- **Exercise brief**
An exact reproduction of all the data is needed, with no images in it.

BEGIN

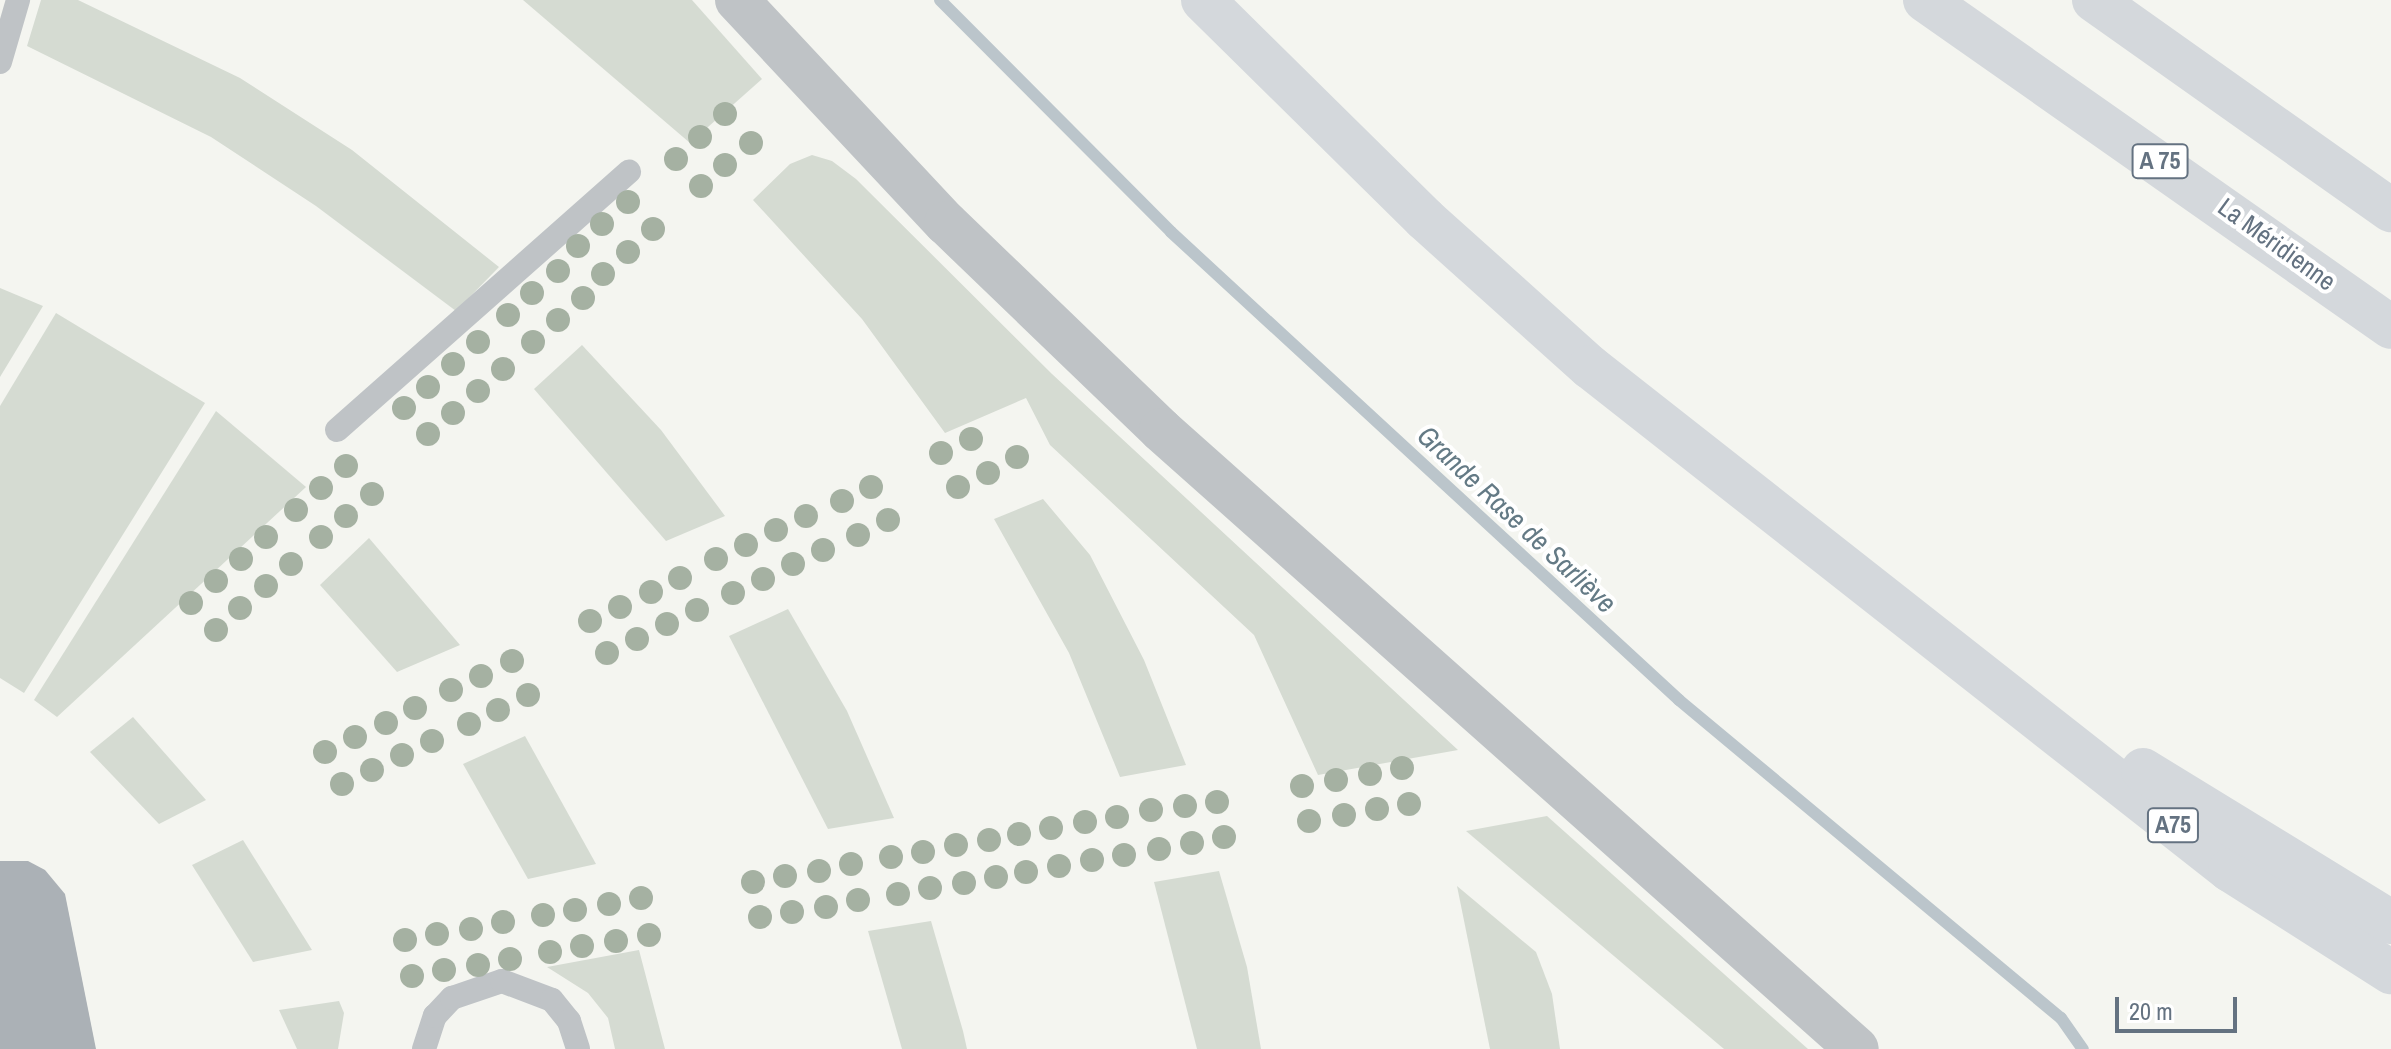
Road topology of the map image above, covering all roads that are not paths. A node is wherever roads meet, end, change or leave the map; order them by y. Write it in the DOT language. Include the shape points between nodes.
graph roads {
  1 [pos="18,0"];
  2 [pos="737,0"];
  3 [pos="1203,0"];
  4 [pos="1925,0"];
  5 [pos="2094,0"];
  6 [pos="0,62"];
  7 [pos="629,172"];
  8 [pos="2391,210"];
  9 [pos="2391,327"];
  10 [pos="337,430"];
  11 [pos="1967,661"];
  12 [pos="2391,922"];
  13 [pos="2391,972"];
  14 [pos="424,1049"];
  15 [pos="578,1049"];
  16 [pos="1857,1049"];
  1 -- 6 [label="lane"];
  2 -- 16 [label="street" via="946,223 1161,430"];
  3 -- 11 [label="highway" via="1425,219 1590,367"];
  4 -- 9 [label="highway, La Méridienne / A 75"];
  5 -- 8 [label="highway"];
  7 -- 10 [label="lane"];
  11 -- 12 [label="highway"];
  11 -- 13 [label="highway, A75" via="2230,870"];
  14 -- 15 [label="lane" via="435,1016 452,998 502,981 552,1000 569,1021"];
}
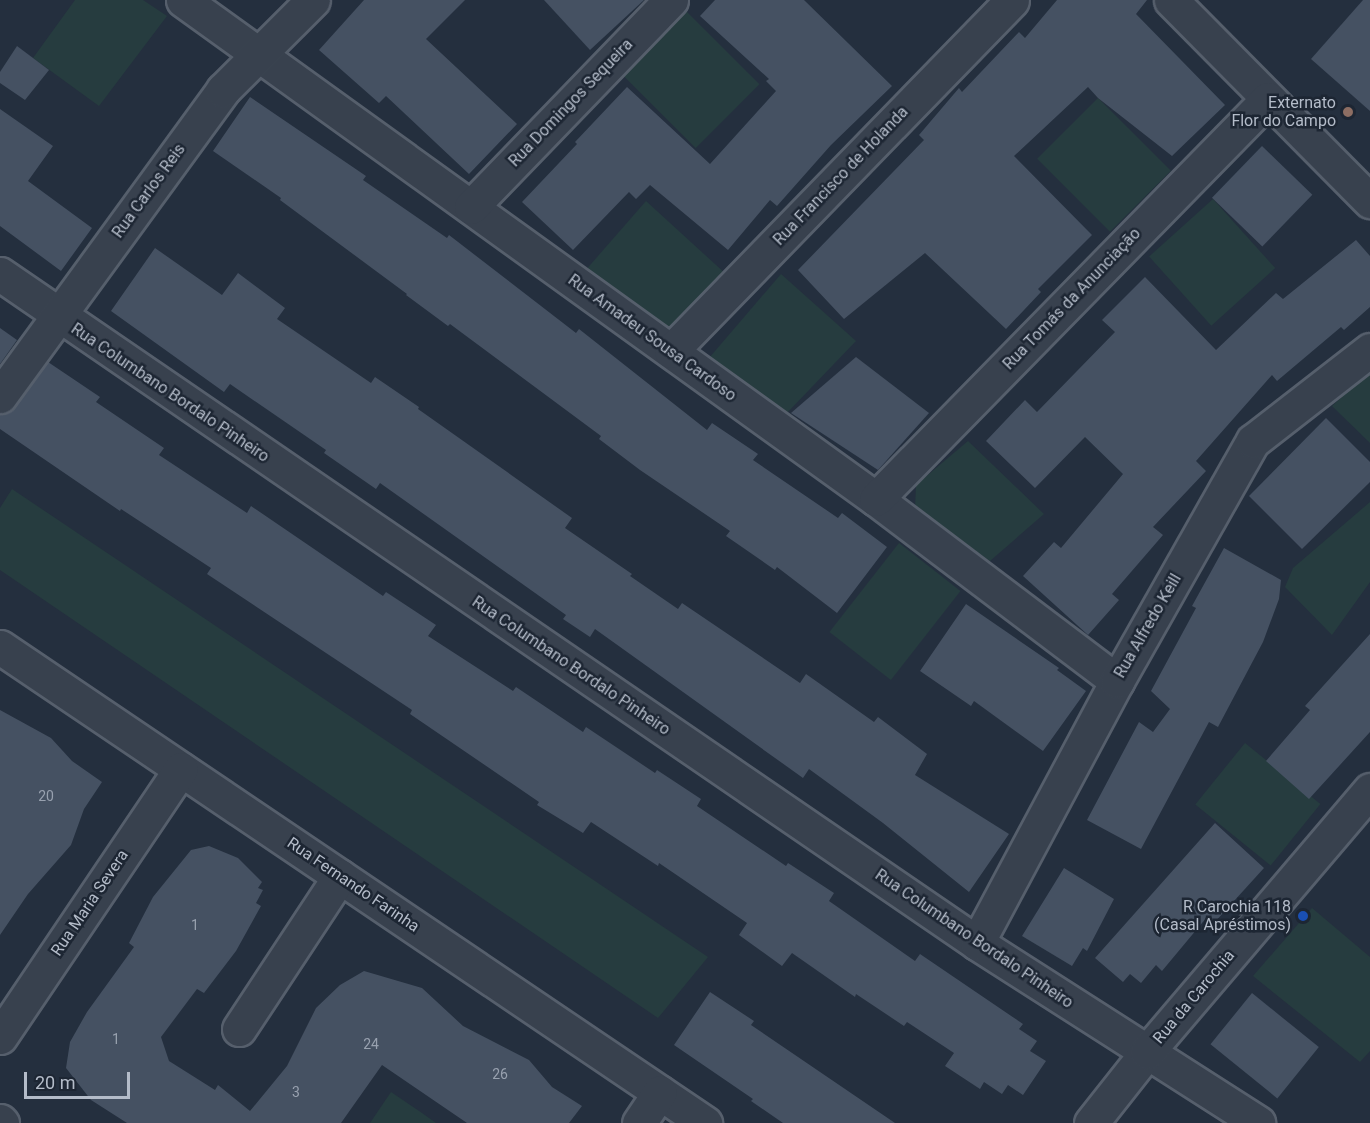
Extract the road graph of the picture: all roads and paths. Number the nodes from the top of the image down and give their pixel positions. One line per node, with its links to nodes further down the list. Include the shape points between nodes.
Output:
1 (183, 0): 6 (street, Rua Amadeu Sousa Cardoso)
2 (314, 0): 6 (street, Rua Carlos Reis)
3 (671, 0): 9 (street, Rua Domingos Sequeira)
4 (1012, 0): 13 (street, Rua Francisco de Holanda)
5 (1171, 0): 7 (street)
6 (260, 56): 9 (street, Rua Amadeu Sousa Cardoso); 11 (street, Rua Carlos Reis, via 223,90)
7 (1268, 99): 8 (street); 15 (street, Rua Tomás da Anunciação)
8 (1370, 201)
9 (471, 207): 13 (street, Rua Amadeu Sousa Cardoso)
10 (0, 274): 11 (street, Rua Columbano Bordalo Pinheiro)
11 (57, 316): 14 (street, Rua Carlos Reis); 21 (street, Rua Columbano Bordalo Pinheiro)
12 (1370, 350): 17 (street, Rua Alfredo Keill, via 1253,441)
13 (670, 351): 15 (street, Rua Amadeu Sousa Cardoso)
14 (0, 396)
15 (876, 499): 17 (street, Rua Amadeu Sousa Cardoso)
16 (0, 647): 18 (street, Rua Fernando Farinha)
17 (1117, 681): 21 (street, Rua Alfredo Keill)
18 (181, 769): 20 (street, Rua Fernando Farinha); 23 (street, Rua Maria Severa)
19 (1370, 790): 24 (street, Rua da Carochia)
20 (340, 876): 22 (street); 25 (street, Rua Fernando Farinha)
21 (977, 943): 24 (street, Rua Columbano Bordalo Pinheiro)
22 (239, 1029)
23 (0, 1037)
24 (1147, 1052): 28 (street, Rua da Carochia); 29 (street, Rua Columbano Bordalo Pinheiro)
25 (660, 1092): 26 (street); 27 (street, Rua Fernando Farinha)
26 (639, 1123)
27 (705, 1123)
28 (1091, 1123)
29 (1258, 1123)

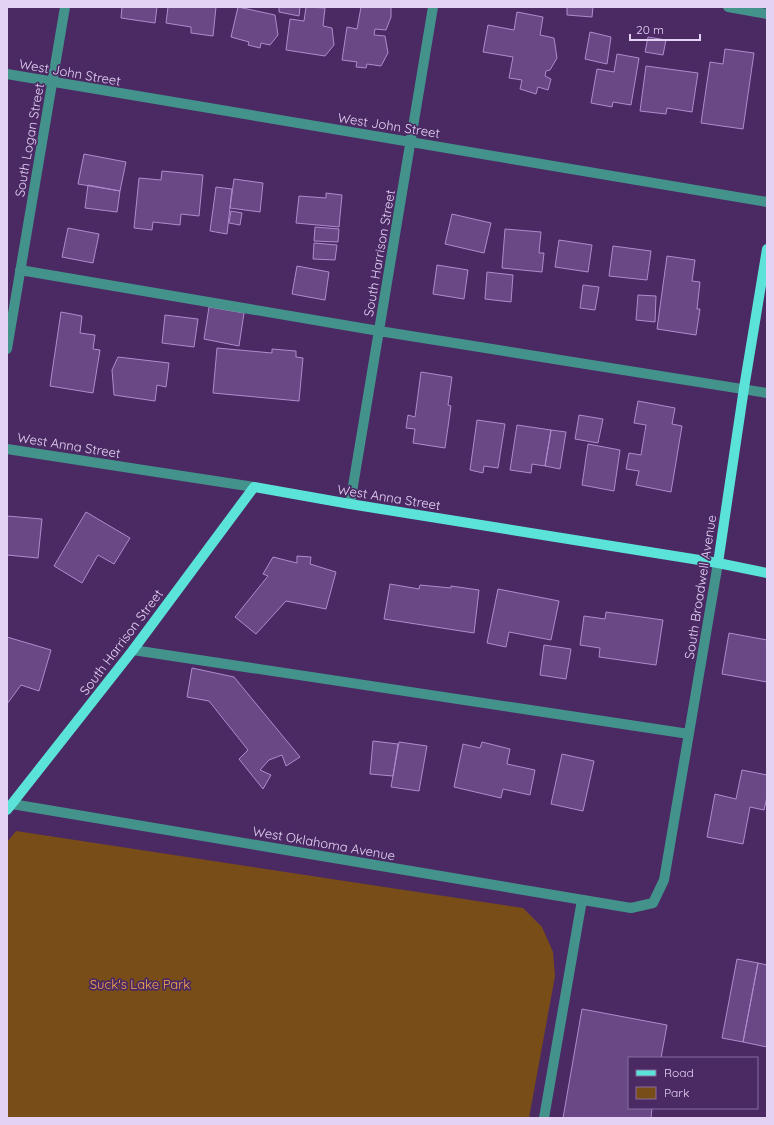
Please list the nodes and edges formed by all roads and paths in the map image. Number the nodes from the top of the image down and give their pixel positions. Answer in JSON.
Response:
{"nodes":[{"id":1,"x":65,"y":7,"type":"edge"},
{"id":2,"x":433,"y":7,"type":"edge"},
{"id":3,"x":728,"y":7,"type":"edge"},
{"id":4,"x":767,"y":14,"type":"edge"},
{"id":5,"x":7,"y":74,"type":"edge"},
{"id":6,"x":52,"y":82,"type":"junction"},
{"id":7,"x":411,"y":142,"type":"junction"},
{"id":8,"x":767,"y":202,"type":"edge"},
{"id":9,"x":767,"y":249,"type":"edge"},
{"id":10,"x":20,"y":270,"type":"junction"},
{"id":11,"x":379,"y":331,"type":"junction"},
{"id":12,"x":7,"y":349,"type":"edge"},
{"id":13,"x":744,"y":388,"type":"junction"},
{"id":14,"x":767,"y":393,"type":"edge"},
{"id":15,"x":7,"y":448,"type":"edge"},
{"id":16,"x":254,"y":487,"type":"junction"},
{"id":17,"x":350,"y":504,"type":"junction"},
{"id":18,"x":718,"y":562,"type":"junction"},
{"id":19,"x":767,"y":573,"type":"edge"},
{"id":20,"x":133,"y":650,"type":"junction"},
{"id":21,"x":689,"y":734,"type":"junction"},
{"id":22,"x":10,"y":807,"type":"edge"},
{"id":23,"x":582,"y":900,"type":"junction"},
{"id":24,"x":631,"y":908,"type":"joint"},
{"id":25,"x":544,"y":1118,"type":"edge"}],
"edges":[{"from":1,"to":6,"type":"street","name":"South Logan Street"},
{"from":2,"to":7,"type":"street","name":"South Harrison Street"},
{"from":3,"to":4,"type":"street"},
{"from":5,"to":6,"type":"street","name":"West John Street"},
{"from":6,"to":7,"type":"street","name":"West John Street"},
{"from":6,"to":10,"type":"street","name":"South Logan Street"},
{"from":7,"to":8,"type":"street","name":"West John Street"},
{"from":7,"to":11,"type":"street","name":"South Harrison Street"},
{"from":9,"to":13,"type":"main road","name":"South Broadwell Avenue"},
{"from":10,"to":11,"type":"street"},
{"from":10,"to":12,"type":"street","name":"South Logan Street"},
{"from":11,"to":13,"type":"street"},
{"from":11,"to":17,"type":"street","name":"South Harrison Street"},
{"from":13,"to":14,"type":"street"},
{"from":13,"to":18,"type":"main road","name":"South Broadwell Avenue"},
{"from":15,"to":16,"type":"street","name":"West Anna Street"},
{"from":16,"to":17,"type":"main road","name":"West Anna Street"},
{"from":16,"to":20,"type":"main road","name":"South Harrison Street"},
{"from":17,"to":18,"type":"main road","name":"West Anna Street"},
{"from":18,"to":19,"type":"main road","name":"West Anna Street"},
{"from":18,"to":21,"type":"street","name":"South Broadwell Avenue"},
{"from":20,"to":21,"type":"street"},
{"from":20,"to":22,"type":"main road","name":"South Harrison Street"},
{"from":21,"to":24,"type":"street","name":"South Broadwell Avenue"},
{"from":22,"to":23,"type":"street","name":"West Oklahoma Avenue"},
{"from":23,"to":24,"type":"street","name":"West Oklahoma Avenue"},
{"from":23,"to":25,"type":"street"}]}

END

- **Response**
Road topology of the map image above, covering all roads that are not paths. A node is wherever roads meet, end, change or leave the map; order them by y. Write it in the DOT language. Include the shape points between nodes.
graph roads {
  1 [pos="18,0"];
  2 [pos="737,0"];
  3 [pos="1203,0"];
  4 [pos="1925,0"];
  5 [pos="2094,0"];
  6 [pos="0,62"];
  7 [pos="629,172"];
  8 [pos="2391,210"];
  9 [pos="2391,327"];
  10 [pos="337,430"];
  11 [pos="1967,661"];
  12 [pos="2391,922"];
  13 [pos="2391,972"];
  14 [pos="424,1049"];
  15 [pos="578,1049"];
  16 [pos="1857,1049"];
  1 -- 6 [label="lane"];
  2 -- 16 [label="street" via="946,223 1161,430"];
  3 -- 11 [label="highway" via="1425,219 1590,367"];
  4 -- 9 [label="highway, La Méridienne / A 75"];
  5 -- 8 [label="highway"];
  7 -- 10 [label="lane"];
  11 -- 12 [label="highway"];
  11 -- 13 [label="highway, A75" via="2230,870"];
  14 -- 15 [label="lane" via="435,1016 452,998 502,981 552,1000 569,1021"];
}
Extract the road graph of the picture: all roads and paths. Number the nodes from the top of the image down and give their pixel positions. One line per node, with its links to nodes further down the list. Include the shape points between nodes.
Output:
1 (183, 0): 6 (street, Rua Amadeu Sousa Cardoso)
2 (314, 0): 6 (street, Rua Carlos Reis)
3 (671, 0): 9 (street, Rua Domingos Sequeira)
4 (1012, 0): 13 (street, Rua Francisco de Holanda)
5 (1171, 0): 7 (street)
6 (260, 56): 9 (street, Rua Amadeu Sousa Cardoso); 11 (street, Rua Carlos Reis, via 223,90)
7 (1268, 99): 8 (street); 15 (street, Rua Tomás da Anunciação)
8 (1370, 201)
9 (471, 207): 13 (street, Rua Amadeu Sousa Cardoso)
10 (0, 274): 11 (street, Rua Columbano Bordalo Pinheiro)
11 (57, 316): 14 (street, Rua Carlos Reis); 21 (street, Rua Columbano Bordalo Pinheiro)
12 (1370, 350): 17 (street, Rua Alfredo Keill, via 1253,441)
13 (670, 351): 15 (street, Rua Amadeu Sousa Cardoso)
14 (0, 396)
15 (876, 499): 17 (street, Rua Amadeu Sousa Cardoso)
16 (0, 647): 18 (street, Rua Fernando Farinha)
17 (1117, 681): 21 (street, Rua Alfredo Keill)
18 (181, 769): 20 (street, Rua Fernando Farinha); 23 (street, Rua Maria Severa)
19 (1370, 790): 24 (street, Rua da Carochia)
20 (340, 876): 22 (street); 25 (street, Rua Fernando Farinha)
21 (977, 943): 24 (street, Rua Columbano Bordalo Pinheiro)
22 (239, 1029)
23 (0, 1037)
24 (1147, 1052): 28 (street, Rua da Carochia); 29 (street, Rua Columbano Bordalo Pinheiro)
25 (660, 1092): 26 (street); 27 (street, Rua Fernando Farinha)
26 (639, 1123)
27 (705, 1123)
28 (1091, 1123)
29 (1258, 1123)

Please list the nodes and edges formed by all roads and paths in the map image. Number the nodes from the top of the image down and give their pixel positions. Answer in JSON.
Response:
{"nodes":[{"id":1,"x":65,"y":7,"type":"edge"},
{"id":2,"x":433,"y":7,"type":"edge"},
{"id":3,"x":728,"y":7,"type":"edge"},
{"id":4,"x":767,"y":14,"type":"edge"},
{"id":5,"x":7,"y":74,"type":"edge"},
{"id":6,"x":52,"y":82,"type":"junction"},
{"id":7,"x":411,"y":142,"type":"junction"},
{"id":8,"x":767,"y":202,"type":"edge"},
{"id":9,"x":767,"y":249,"type":"edge"},
{"id":10,"x":20,"y":270,"type":"junction"},
{"id":11,"x":379,"y":331,"type":"junction"},
{"id":12,"x":7,"y":349,"type":"edge"},
{"id":13,"x":744,"y":388,"type":"junction"},
{"id":14,"x":767,"y":393,"type":"edge"},
{"id":15,"x":7,"y":448,"type":"edge"},
{"id":16,"x":254,"y":487,"type":"junction"},
{"id":17,"x":350,"y":504,"type":"junction"},
{"id":18,"x":718,"y":562,"type":"junction"},
{"id":19,"x":767,"y":573,"type":"edge"},
{"id":20,"x":133,"y":650,"type":"junction"},
{"id":21,"x":689,"y":734,"type":"junction"},
{"id":22,"x":10,"y":807,"type":"edge"},
{"id":23,"x":582,"y":900,"type":"junction"},
{"id":24,"x":631,"y":908,"type":"joint"},
{"id":25,"x":544,"y":1118,"type":"edge"}],
"edges":[{"from":1,"to":6,"type":"street","name":"South Logan Street"},
{"from":2,"to":7,"type":"street","name":"South Harrison Street"},
{"from":3,"to":4,"type":"street"},
{"from":5,"to":6,"type":"street","name":"West John Street"},
{"from":6,"to":7,"type":"street","name":"West John Street"},
{"from":6,"to":10,"type":"street","name":"South Logan Street"},
{"from":7,"to":8,"type":"street","name":"West John Street"},
{"from":7,"to":11,"type":"street","name":"South Harrison Street"},
{"from":9,"to":13,"type":"main road","name":"South Broadwell Avenue"},
{"from":10,"to":11,"type":"street"},
{"from":10,"to":12,"type":"street","name":"South Logan Street"},
{"from":11,"to":13,"type":"street"},
{"from":11,"to":17,"type":"street","name":"South Harrison Street"},
{"from":13,"to":14,"type":"street"},
{"from":13,"to":18,"type":"main road","name":"South Broadwell Avenue"},
{"from":15,"to":16,"type":"street","name":"West Anna Street"},
{"from":16,"to":17,"type":"main road","name":"West Anna Street"},
{"from":16,"to":20,"type":"main road","name":"South Harrison Street"},
{"from":17,"to":18,"type":"main road","name":"West Anna Street"},
{"from":18,"to":19,"type":"main road","name":"West Anna Street"},
{"from":18,"to":21,"type":"street","name":"South Broadwell Avenue"},
{"from":20,"to":21,"type":"street"},
{"from":20,"to":22,"type":"main road","name":"South Harrison Street"},
{"from":21,"to":24,"type":"street","name":"South Broadwell Avenue"},
{"from":22,"to":23,"type":"street","name":"West Oklahoma Avenue"},
{"from":23,"to":24,"type":"street","name":"West Oklahoma Avenue"},
{"from":23,"to":25,"type":"street"}]}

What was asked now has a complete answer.